■ **DATA FOR THE TASK**
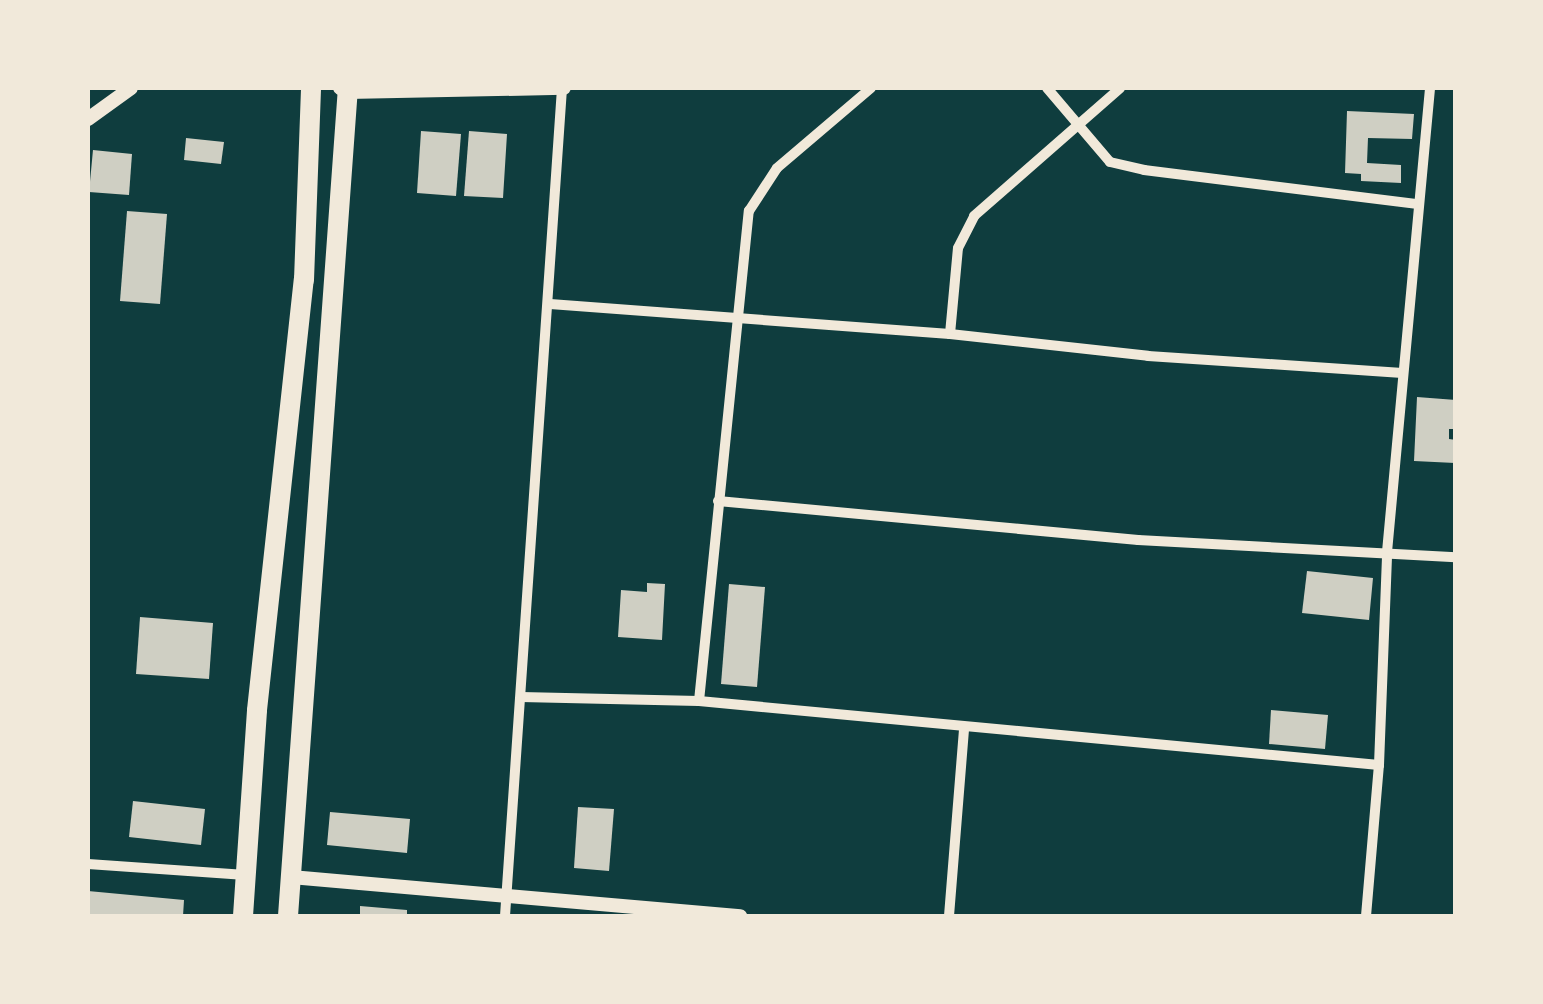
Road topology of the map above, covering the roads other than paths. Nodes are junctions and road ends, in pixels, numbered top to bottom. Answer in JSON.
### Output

--

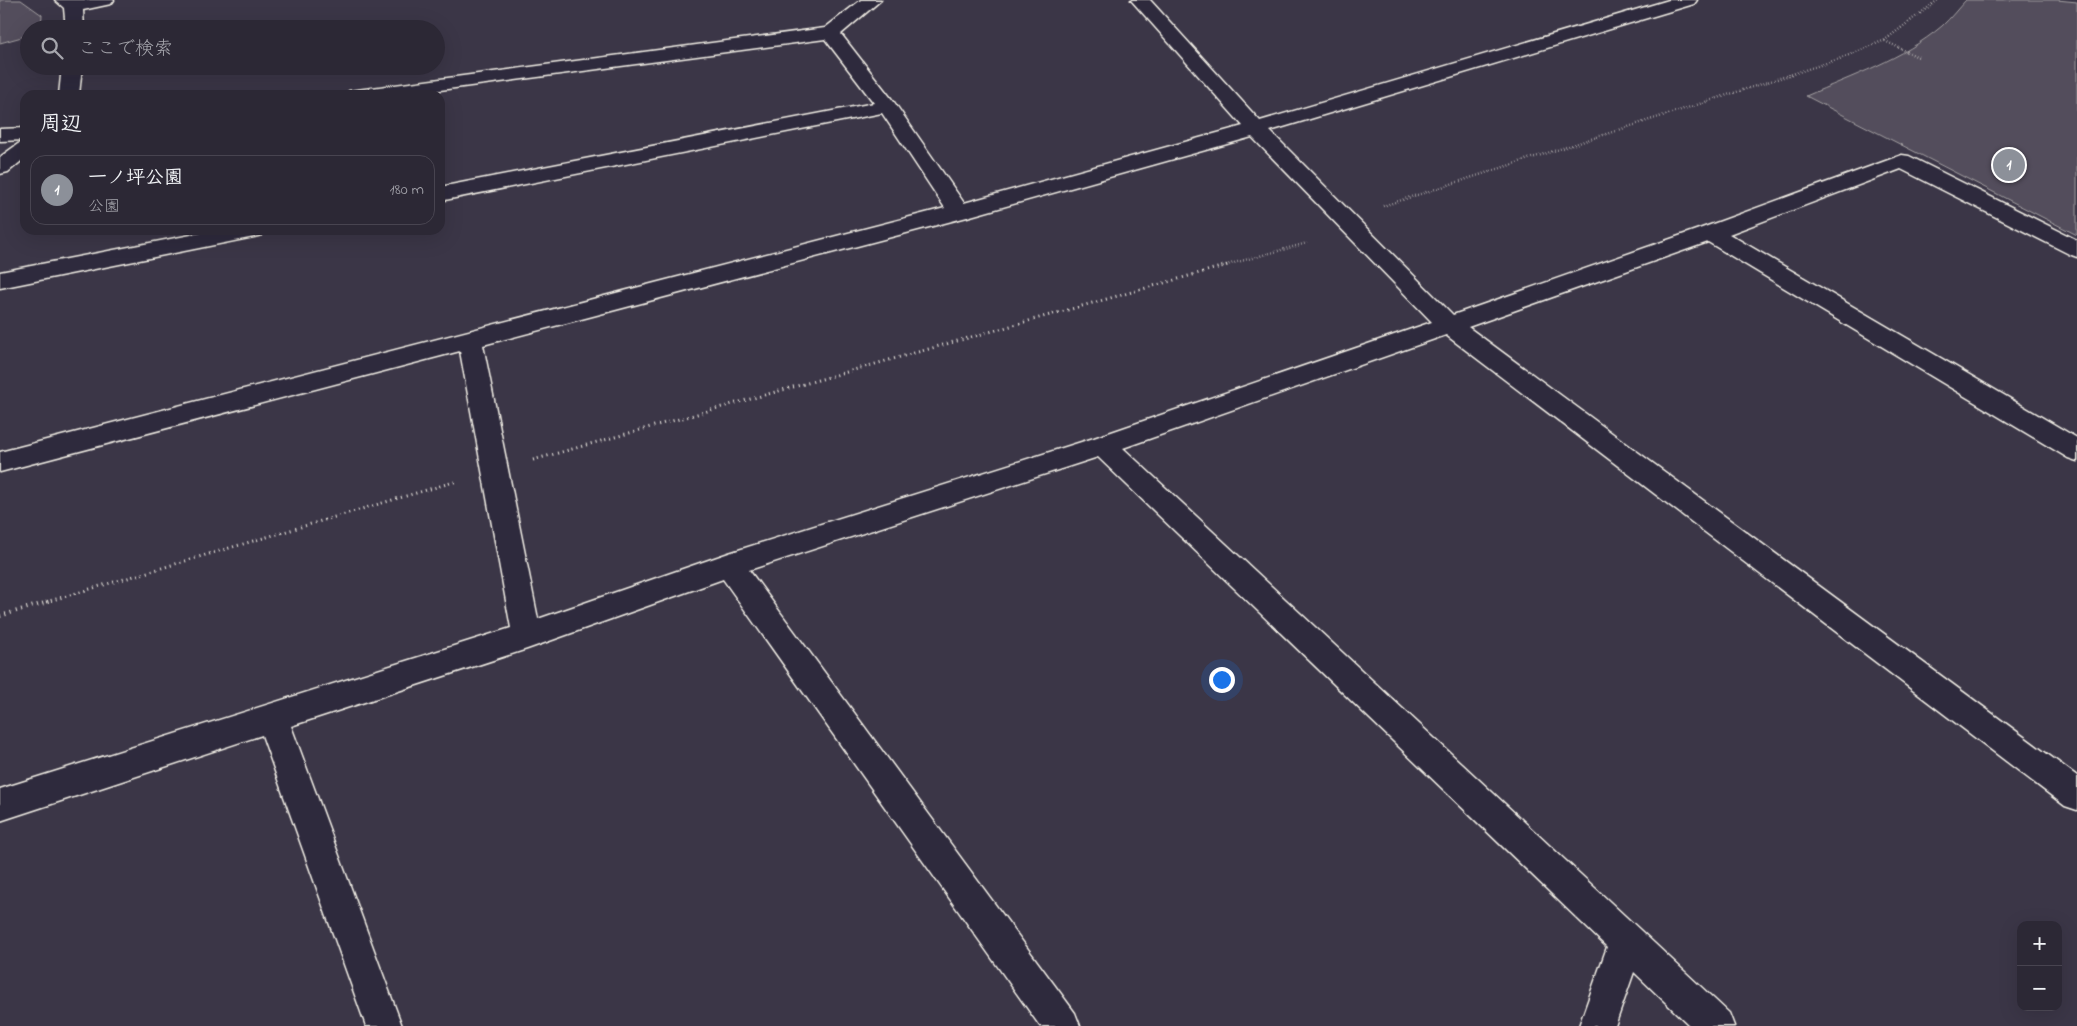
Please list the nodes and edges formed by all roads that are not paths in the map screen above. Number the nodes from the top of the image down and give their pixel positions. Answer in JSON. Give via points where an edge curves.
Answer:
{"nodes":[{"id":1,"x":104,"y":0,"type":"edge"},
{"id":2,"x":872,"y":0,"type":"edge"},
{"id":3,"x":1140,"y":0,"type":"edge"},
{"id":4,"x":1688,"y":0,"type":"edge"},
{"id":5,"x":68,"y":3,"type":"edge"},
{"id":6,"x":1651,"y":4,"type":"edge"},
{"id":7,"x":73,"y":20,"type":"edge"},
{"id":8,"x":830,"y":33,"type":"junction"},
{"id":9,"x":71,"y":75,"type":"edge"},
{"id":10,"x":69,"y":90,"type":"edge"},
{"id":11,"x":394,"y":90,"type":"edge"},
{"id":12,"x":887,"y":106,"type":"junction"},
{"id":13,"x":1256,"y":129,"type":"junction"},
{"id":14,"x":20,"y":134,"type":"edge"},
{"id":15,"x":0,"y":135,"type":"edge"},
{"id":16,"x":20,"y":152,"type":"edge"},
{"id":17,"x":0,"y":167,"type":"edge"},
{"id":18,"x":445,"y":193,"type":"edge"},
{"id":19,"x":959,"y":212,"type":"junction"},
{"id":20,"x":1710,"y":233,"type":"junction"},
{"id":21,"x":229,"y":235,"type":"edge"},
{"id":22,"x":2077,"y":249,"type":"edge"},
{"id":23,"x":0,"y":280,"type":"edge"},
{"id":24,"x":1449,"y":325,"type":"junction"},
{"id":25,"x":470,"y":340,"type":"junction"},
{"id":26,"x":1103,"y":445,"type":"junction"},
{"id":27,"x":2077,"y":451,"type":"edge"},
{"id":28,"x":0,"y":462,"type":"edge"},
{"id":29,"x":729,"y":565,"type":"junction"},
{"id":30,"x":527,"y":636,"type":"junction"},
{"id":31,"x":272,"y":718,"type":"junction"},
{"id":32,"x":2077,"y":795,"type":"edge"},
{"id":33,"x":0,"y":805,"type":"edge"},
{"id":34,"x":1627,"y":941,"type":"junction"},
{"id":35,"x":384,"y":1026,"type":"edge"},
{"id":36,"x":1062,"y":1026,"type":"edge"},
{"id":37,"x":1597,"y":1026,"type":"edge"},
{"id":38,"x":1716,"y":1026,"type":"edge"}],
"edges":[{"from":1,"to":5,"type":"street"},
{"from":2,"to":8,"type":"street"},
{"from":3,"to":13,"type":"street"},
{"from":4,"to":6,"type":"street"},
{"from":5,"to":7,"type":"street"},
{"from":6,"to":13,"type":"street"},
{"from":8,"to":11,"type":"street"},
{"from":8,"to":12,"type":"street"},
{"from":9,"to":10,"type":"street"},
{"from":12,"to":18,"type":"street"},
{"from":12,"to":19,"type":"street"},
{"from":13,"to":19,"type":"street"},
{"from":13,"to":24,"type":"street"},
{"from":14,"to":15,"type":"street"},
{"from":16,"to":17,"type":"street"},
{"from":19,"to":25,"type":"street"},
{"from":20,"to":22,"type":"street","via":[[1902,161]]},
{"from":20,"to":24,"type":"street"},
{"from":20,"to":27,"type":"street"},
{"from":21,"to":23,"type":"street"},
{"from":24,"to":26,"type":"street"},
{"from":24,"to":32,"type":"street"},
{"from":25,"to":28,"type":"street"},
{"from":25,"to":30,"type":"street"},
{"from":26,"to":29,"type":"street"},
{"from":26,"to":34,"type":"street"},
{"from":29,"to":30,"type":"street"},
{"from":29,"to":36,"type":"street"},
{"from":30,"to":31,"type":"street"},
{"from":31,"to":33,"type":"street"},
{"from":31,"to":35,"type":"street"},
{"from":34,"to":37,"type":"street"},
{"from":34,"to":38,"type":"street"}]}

■ **REQUIREMENT**
In the records above, find each line with the word "JSON" and copy it.

■ **SOLUTION TO THIS TASK**
Road topology of the map above, covering the roads other than paths. Nodes are junctions and road ends, in pixels, numbered top to bottom. Answer in JSON.
Please list the nodes and edges formed by all roads that are not paths in the map screen above. Number the nodes from the top of the image down and give their pixel positions. Answer in JSON. Give via points where an edge curves.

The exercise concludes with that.